*REQUIRED WORK:*
Count how many lines of the data include the string "nodes", then say that number and stop.
┌─ MATERIAL SHOWN
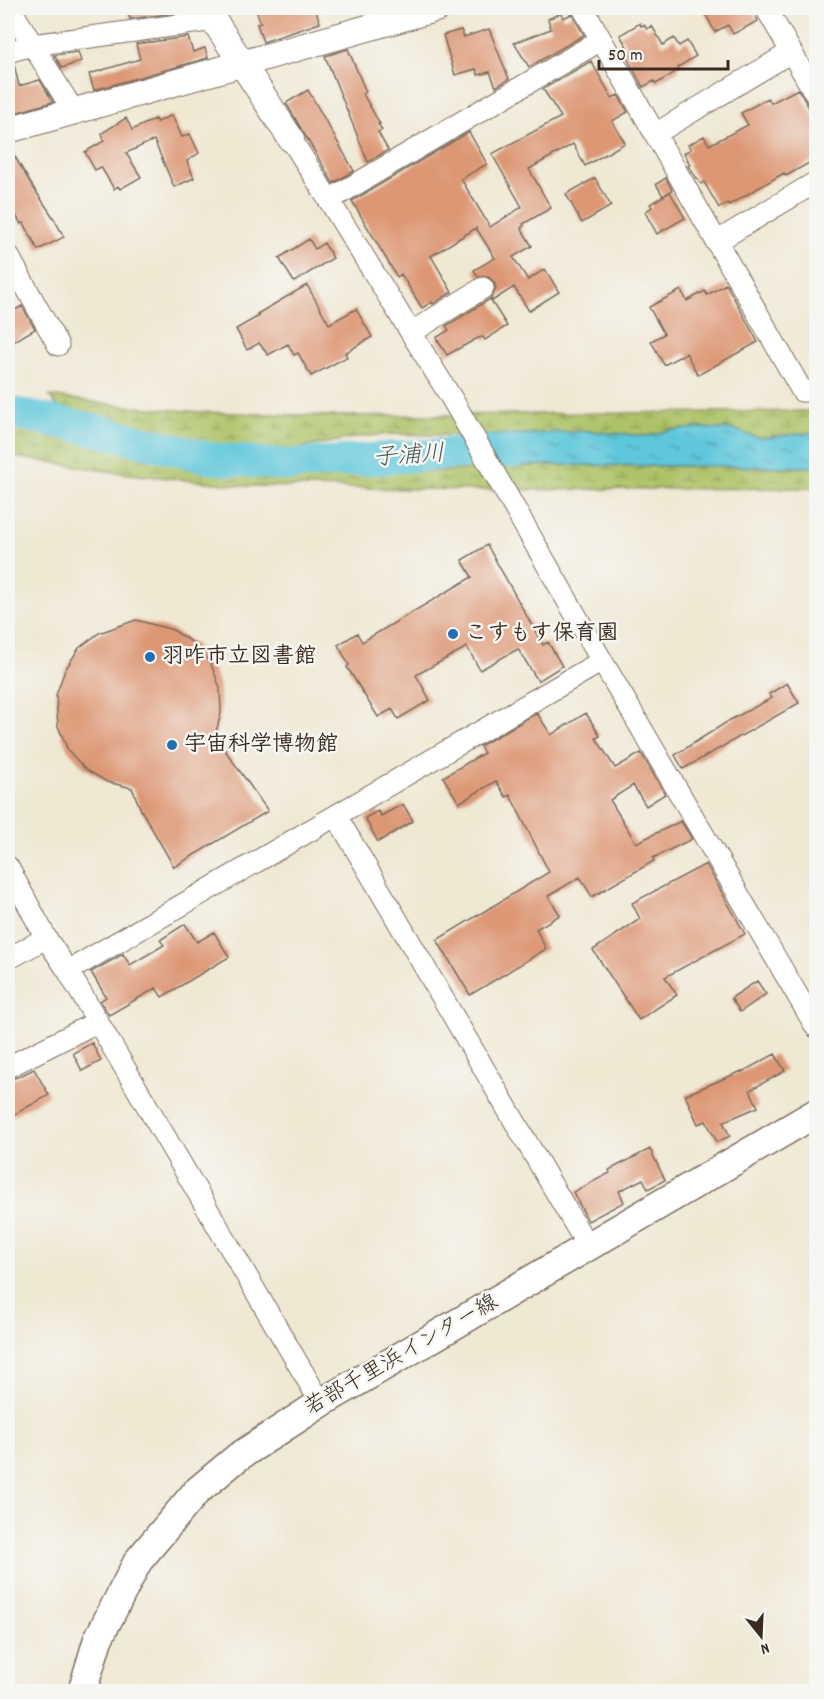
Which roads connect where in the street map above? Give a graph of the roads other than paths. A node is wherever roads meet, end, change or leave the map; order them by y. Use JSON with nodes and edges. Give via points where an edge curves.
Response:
{"nodes":[{"id":1,"x":10,"y":8,"type":"edge"},
{"id":2,"x":438,"y":8,"type":"edge"},
{"id":3,"x":583,"y":8,"type":"edge"},
{"id":4,"x":766,"y":8,"type":"edge"},
{"id":5,"x":210,"y":14,"type":"edge"},
{"id":6,"x":601,"y":40,"type":"junction"},
{"id":7,"x":32,"y":45,"type":"junction"},
{"id":8,"x":8,"y":52,"type":"edge"},
{"id":9,"x":791,"y":52,"type":"junction"},
{"id":10,"x":243,"y":63,"type":"junction"},
{"id":11,"x":816,"y":95,"type":"edge"},
{"id":12,"x":74,"y":112,"type":"junction"},
{"id":13,"x":8,"y":130,"type":"edge"},
{"id":14,"x":655,"y":134,"type":"junction"},
{"id":15,"x":291,"y":139,"type":"joint"},
{"id":16,"x":816,"y":182,"type":"edge"},
{"id":17,"x":329,"y":200,"type":"junction"},
{"id":18,"x":716,"y":242,"type":"junction"},
{"id":19,"x":8,"y":255,"type":"edge"},
{"id":20,"x":483,"y":288,"type":"dead end"},
{"id":21,"x":412,"y":332,"type":"junction"},
{"id":22,"x":58,"y":345,"type":"dead end"},
{"id":23,"x":816,"y":391,"type":"edge"},
{"id":24,"x":602,"y":661,"type":"junction"},
{"id":25,"x":337,"y":817,"type":"junction"},
{"id":26,"x":8,"y":867,"type":"edge"},
{"id":27,"x":46,"y":938,"type":"junction"},
{"id":28,"x":8,"y":959,"type":"edge"},
{"id":29,"x":68,"y":971,"type":"junction"},
{"id":30,"x":97,"y":1022,"type":"junction"},
{"id":31,"x":816,"y":1027,"type":"edge"},
{"id":32,"x":8,"y":1067,"type":"edge"},
{"id":33,"x":816,"y":1113,"type":"edge"},
{"id":34,"x":588,"y":1247,"type":"junction"},
{"id":35,"x":321,"y":1403,"type":"junction"},
{"id":36,"x":82,"y":1692,"type":"edge"}],
"edges":[{"from":1,"to":7,"type":"street"},
{"from":2,"to":10,"type":"street"},
{"from":3,"to":6,"type":"street"},
{"from":4,"to":9,"type":"street"},
{"from":5,"to":7,"type":"street"},
{"from":5,"to":10,"type":"street"},
{"from":6,"to":14,"type":"street"},
{"from":6,"to":17,"type":"street"},
{"from":7,"to":8,"type":"street"},
{"from":7,"to":12,"type":"street"},
{"from":9,"to":11,"type":"street"},
{"from":9,"to":14,"type":"street"},
{"from":10,"to":12,"type":"street"},
{"from":10,"to":15,"type":"street"},
{"from":12,"to":13,"type":"street"},
{"from":14,"to":18,"type":"street"},
{"from":15,"to":17,"type":"street"},
{"from":16,"to":18,"type":"street"},
{"from":17,"to":21,"type":"street"},
{"from":18,"to":23,"type":"street","via":[[802,391]]},
{"from":19,"to":22,"type":"street"},
{"from":20,"to":21,"type":"street"},
{"from":21,"to":24,"type":"street"},
{"from":24,"to":25,"type":"street"},
{"from":24,"to":31,"type":"street"},
{"from":25,"to":29,"type":"street"},
{"from":25,"to":34,"type":"street"},
{"from":26,"to":27,"type":"street"},
{"from":27,"to":28,"type":"street"},
{"from":27,"to":29,"type":"street"},
{"from":29,"to":30,"type":"street"},
{"from":30,"to":32,"type":"street"},
{"from":30,"to":35,"type":"street"},
{"from":33,"to":34,"type":"main road","name":"若部千里浜インター線"},
{"from":34,"to":35,"type":"main road","name":"若部千里浜インター線"},
{"from":35,"to":36,"type":"main road","name":"若部千里浜インター線","via":[[238,1457],[196,1492],[168,1524],[138,1561],[98,1639]]}]}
└─
*EXERCISE ANSWER:*
2